## What you should do
Go through the material below and return each line with the string "numbered" in it.

------------------------------------------------------------------------

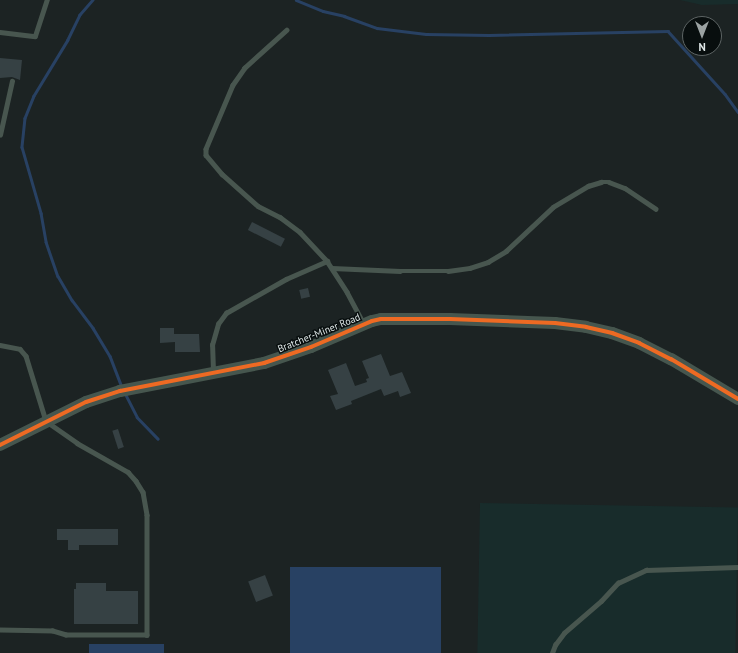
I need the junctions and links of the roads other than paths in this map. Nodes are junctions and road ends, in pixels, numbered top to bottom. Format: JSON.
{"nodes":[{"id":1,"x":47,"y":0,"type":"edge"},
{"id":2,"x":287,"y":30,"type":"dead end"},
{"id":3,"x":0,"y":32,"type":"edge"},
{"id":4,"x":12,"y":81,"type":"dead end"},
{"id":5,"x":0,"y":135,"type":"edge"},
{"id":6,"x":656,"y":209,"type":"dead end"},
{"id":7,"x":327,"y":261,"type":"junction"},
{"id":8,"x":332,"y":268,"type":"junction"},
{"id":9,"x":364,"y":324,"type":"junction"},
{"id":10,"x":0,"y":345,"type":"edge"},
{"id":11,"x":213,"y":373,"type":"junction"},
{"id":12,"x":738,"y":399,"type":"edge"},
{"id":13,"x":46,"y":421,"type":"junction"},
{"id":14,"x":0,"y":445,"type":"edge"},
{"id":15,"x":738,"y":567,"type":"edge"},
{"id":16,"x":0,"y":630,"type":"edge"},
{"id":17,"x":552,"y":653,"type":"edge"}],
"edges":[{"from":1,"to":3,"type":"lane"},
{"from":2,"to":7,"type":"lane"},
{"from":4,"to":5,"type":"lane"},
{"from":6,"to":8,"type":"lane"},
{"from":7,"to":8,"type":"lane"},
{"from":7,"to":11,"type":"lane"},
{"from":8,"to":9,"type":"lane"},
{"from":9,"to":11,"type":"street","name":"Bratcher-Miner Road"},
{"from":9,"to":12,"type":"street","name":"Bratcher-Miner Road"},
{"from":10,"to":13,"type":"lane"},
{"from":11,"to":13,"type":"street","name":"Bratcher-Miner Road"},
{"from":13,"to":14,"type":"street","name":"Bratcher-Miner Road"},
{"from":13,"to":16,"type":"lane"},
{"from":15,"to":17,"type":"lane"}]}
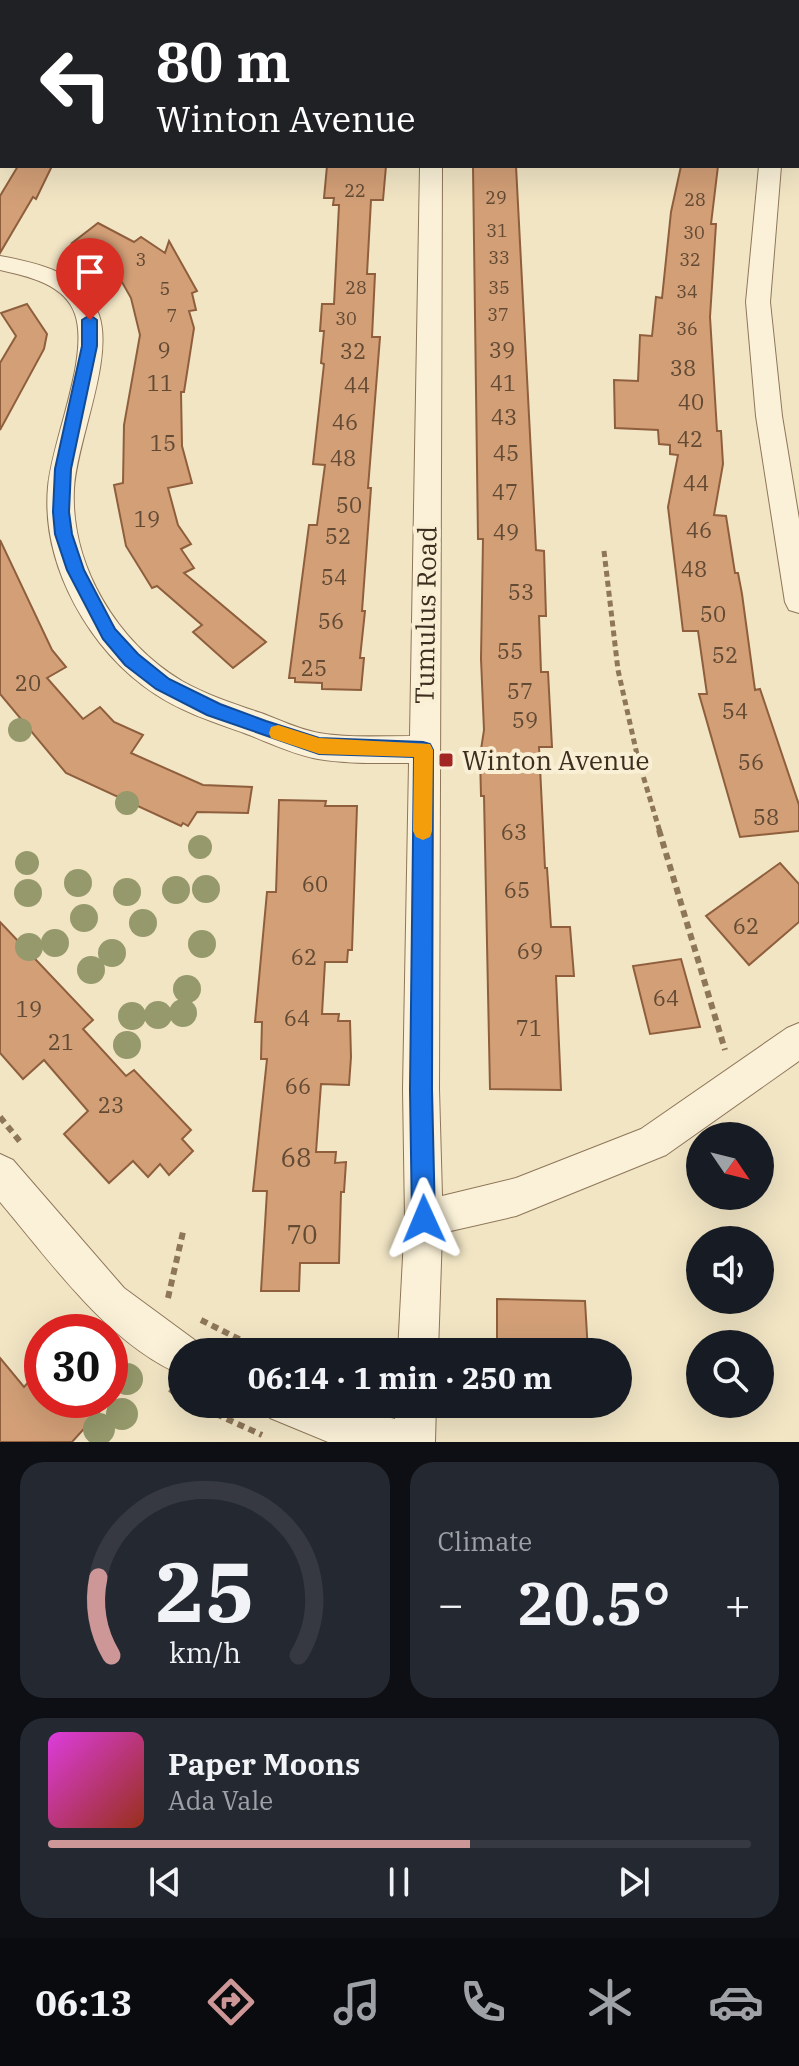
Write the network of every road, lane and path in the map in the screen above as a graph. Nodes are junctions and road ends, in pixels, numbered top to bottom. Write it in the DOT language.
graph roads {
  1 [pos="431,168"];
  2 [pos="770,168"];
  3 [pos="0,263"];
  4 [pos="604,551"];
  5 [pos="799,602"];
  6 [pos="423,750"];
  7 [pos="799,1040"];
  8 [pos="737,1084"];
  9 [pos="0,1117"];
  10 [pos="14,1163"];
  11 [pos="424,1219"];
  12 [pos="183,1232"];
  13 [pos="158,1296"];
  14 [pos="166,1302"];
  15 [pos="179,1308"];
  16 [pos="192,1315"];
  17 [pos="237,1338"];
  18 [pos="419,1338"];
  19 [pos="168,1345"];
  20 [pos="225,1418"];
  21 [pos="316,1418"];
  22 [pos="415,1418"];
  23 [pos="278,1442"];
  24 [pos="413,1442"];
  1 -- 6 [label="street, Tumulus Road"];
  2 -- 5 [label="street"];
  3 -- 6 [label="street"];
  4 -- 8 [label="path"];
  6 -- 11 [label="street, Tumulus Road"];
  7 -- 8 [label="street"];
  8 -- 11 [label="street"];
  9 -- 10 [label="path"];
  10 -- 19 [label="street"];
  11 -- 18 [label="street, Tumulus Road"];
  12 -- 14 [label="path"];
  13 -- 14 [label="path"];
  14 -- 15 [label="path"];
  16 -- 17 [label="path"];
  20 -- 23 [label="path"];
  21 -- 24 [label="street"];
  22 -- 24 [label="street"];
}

------------------------------------------------------------------------

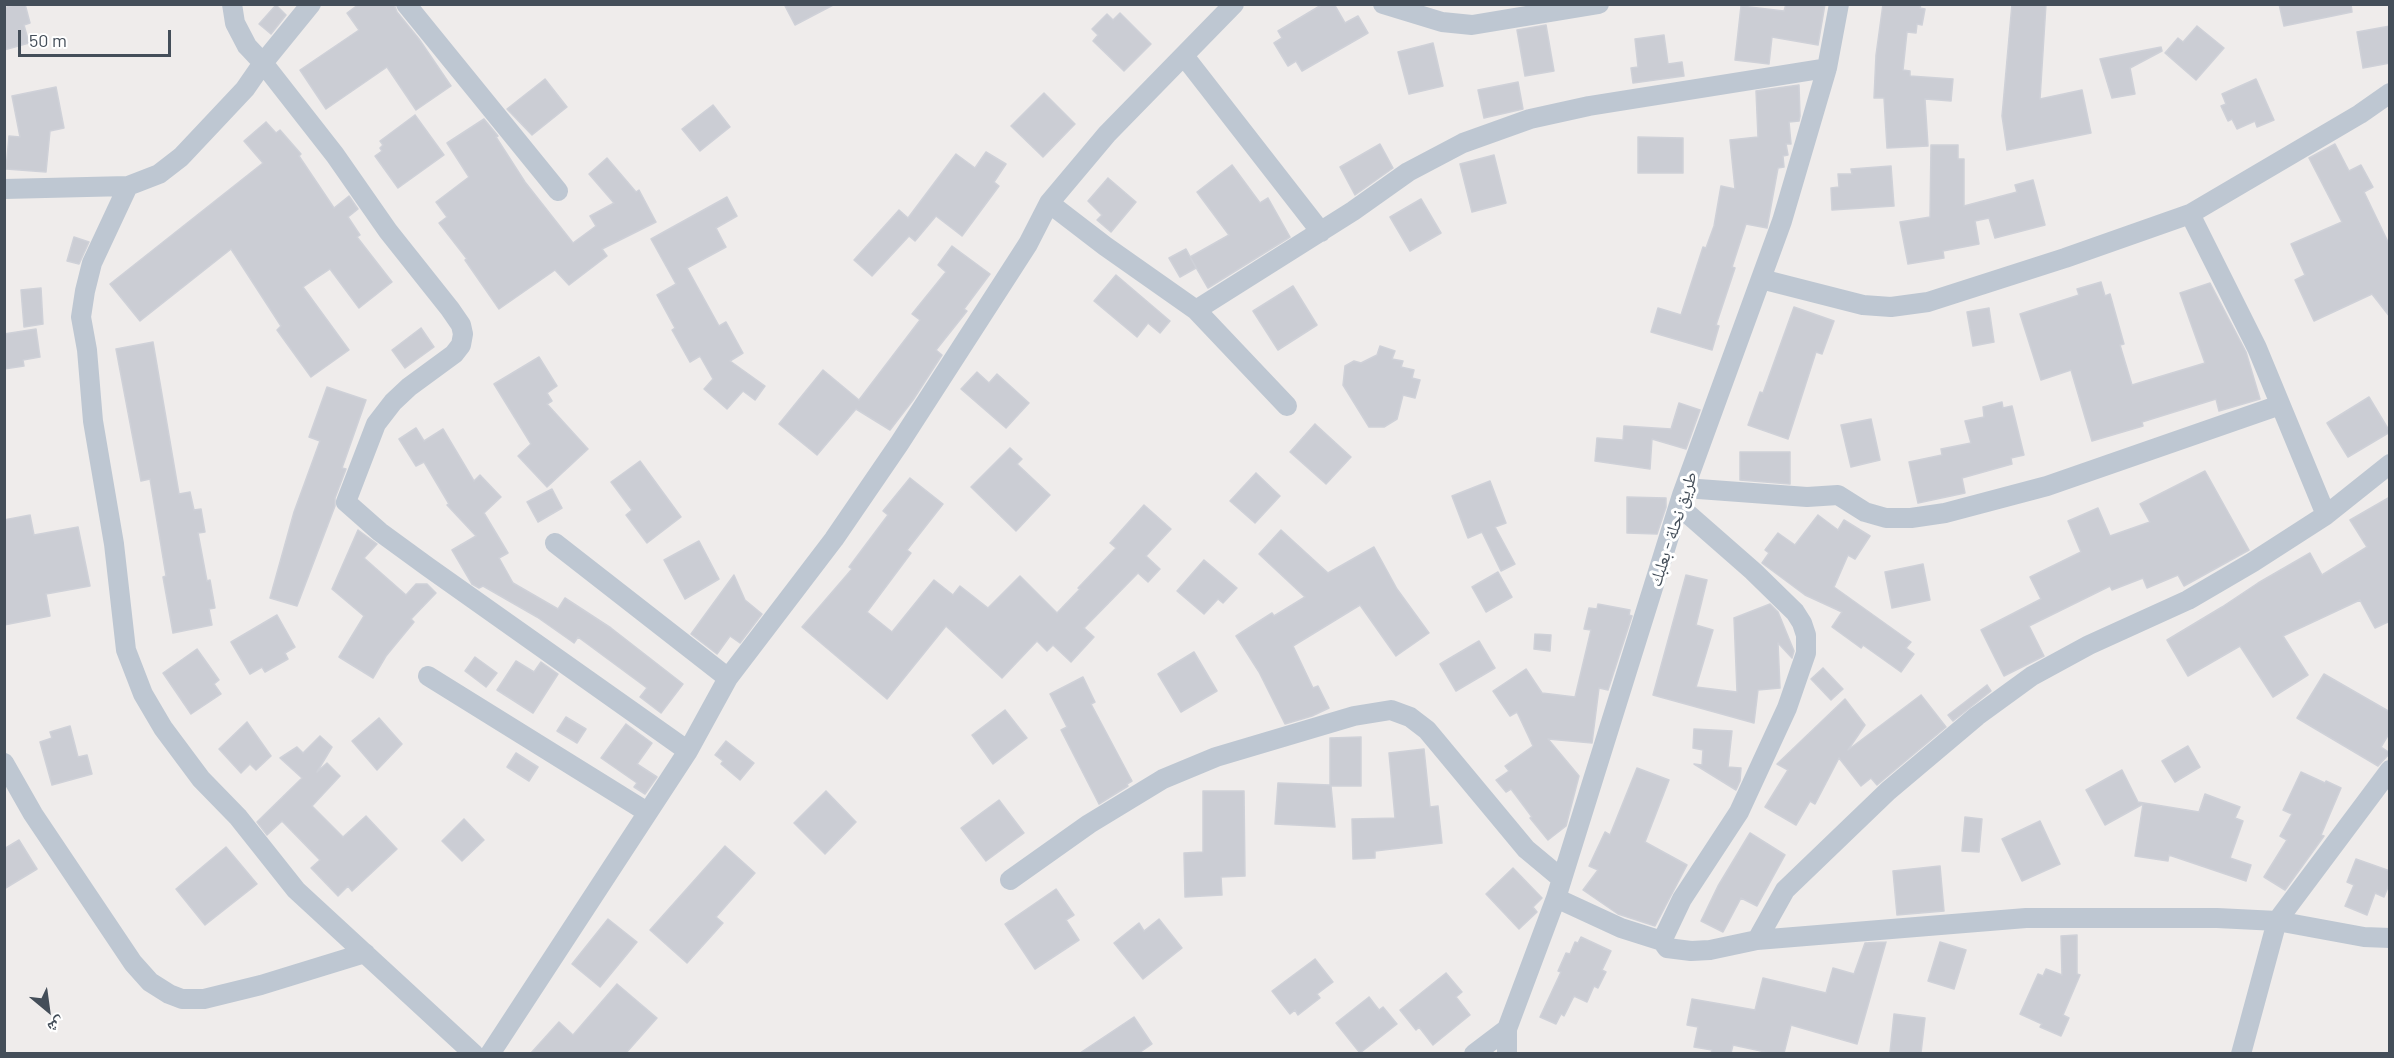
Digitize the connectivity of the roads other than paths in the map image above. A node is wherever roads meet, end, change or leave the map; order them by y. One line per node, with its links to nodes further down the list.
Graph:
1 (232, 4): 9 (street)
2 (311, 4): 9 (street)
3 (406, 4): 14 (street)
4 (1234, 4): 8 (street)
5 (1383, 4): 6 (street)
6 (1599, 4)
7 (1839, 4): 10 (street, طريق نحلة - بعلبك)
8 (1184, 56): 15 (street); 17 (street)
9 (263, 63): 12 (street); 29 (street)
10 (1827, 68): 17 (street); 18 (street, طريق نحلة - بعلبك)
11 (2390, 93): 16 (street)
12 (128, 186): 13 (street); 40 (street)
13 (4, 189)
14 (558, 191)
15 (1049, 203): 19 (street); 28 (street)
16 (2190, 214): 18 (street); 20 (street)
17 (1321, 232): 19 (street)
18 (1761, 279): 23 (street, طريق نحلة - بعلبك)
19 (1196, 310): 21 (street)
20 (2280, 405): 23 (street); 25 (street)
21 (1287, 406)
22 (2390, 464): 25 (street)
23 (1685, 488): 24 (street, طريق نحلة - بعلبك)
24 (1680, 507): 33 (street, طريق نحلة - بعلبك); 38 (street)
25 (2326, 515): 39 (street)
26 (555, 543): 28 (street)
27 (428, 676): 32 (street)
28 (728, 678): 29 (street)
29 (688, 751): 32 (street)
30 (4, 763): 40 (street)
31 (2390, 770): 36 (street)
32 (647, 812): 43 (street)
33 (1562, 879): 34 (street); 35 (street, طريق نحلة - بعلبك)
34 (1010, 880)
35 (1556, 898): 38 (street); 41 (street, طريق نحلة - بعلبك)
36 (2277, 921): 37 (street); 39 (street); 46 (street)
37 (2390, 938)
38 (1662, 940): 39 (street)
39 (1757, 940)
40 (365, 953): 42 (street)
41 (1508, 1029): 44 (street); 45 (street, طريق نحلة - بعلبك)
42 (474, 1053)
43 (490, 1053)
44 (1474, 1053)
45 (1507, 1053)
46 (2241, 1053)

------------------------------------------------------------------------

## Solution for this exercise
I need the junctions and links of the roads other than paths in this map. Nodes are junctions and road ends, in pixels, numbered top to bottom. Format: JSON.
Write the network of every road, lane and path in the map in the screen above as a graph. Nodes are junctions and road ends, in pixels, numbered top to bottom. Write it in the DOT language.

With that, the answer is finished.